Law school doesn't exactly steal your soul, but it is very close thing.
As an example: A few nights ago my friend and I went to a bar because it was a weeknight and the only place where the kitchen was still open at 10:30 at night (we had gotten out of class at 9:00 and were waiting in the hopes that another friend could join us). We're reading the menu at this bar, specifically the burger section, and all of the burgers except for two list the meat and all the extra goodies that come with that particular burger. One of the two that didn't list the meat sounded good, but if I'm going to have a hamburger I want there to be meat on it. So I ask my friend if she thought it was a meatless burger since they hadn't actually listed a meat patty as part of the sandwich composition. She made a remark to the effect that she had been wondering the same thing. Whatever, I end up having the Reuben and she has something else.
Tonight, my friend, another friend, and I went to the same bar (this was the other friend's first time there) and she did the same thing.

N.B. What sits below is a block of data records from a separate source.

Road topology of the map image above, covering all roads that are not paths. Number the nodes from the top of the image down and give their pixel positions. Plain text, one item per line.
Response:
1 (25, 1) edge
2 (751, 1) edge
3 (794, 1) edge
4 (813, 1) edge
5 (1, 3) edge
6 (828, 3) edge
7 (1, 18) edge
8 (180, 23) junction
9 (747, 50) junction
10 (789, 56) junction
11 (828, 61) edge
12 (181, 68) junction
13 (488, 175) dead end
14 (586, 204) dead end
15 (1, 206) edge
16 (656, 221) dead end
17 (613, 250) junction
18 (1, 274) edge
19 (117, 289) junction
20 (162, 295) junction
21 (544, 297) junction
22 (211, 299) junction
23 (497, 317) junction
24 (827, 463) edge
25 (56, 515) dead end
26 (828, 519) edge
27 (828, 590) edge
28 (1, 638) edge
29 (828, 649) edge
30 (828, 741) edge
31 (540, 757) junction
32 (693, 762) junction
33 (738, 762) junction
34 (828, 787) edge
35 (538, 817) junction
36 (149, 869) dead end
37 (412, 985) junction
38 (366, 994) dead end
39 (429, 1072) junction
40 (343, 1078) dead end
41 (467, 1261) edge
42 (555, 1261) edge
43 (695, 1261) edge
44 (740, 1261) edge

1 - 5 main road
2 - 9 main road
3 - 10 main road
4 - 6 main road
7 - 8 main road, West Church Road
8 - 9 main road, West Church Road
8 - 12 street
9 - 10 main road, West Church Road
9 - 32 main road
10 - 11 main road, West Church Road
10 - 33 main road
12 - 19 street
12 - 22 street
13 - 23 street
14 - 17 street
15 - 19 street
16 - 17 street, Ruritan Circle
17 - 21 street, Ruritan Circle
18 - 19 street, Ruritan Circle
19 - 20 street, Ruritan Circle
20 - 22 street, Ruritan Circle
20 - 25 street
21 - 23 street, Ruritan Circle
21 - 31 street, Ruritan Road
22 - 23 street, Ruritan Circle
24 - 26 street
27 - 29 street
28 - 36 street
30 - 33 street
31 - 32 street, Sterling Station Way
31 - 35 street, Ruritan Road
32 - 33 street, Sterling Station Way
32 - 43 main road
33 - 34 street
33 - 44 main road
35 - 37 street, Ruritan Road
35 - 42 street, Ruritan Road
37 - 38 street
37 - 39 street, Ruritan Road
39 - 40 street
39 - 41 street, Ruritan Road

However, she wanted a burger badly enough that she clarified with the waitress to make sure that the burger was going to come with a meat patty.
So you may be asking yourself, what the heck does this have to do with law school? Before law school I would have assumed the burger came with meat and ordered it without a second thought. Thanks to law school I am now applying canons of statutory interpretation to frigging dinner menus, but at least I'm not alone.
Expressio unius est exclusio alterius--
The express mention of one thing excludes all other. So, because the ingredients such as the onions, the jalapenos and the cheese were mentioned but the meat was not, all three of us came to the conclusion that meat would not be included. Because that is so counter-intuitive to the general nature of hamburger-mongering we were all confused. Then once we identified why we did that we had a good laugh, but law school is consuming.Tune in next time for Law School funnies...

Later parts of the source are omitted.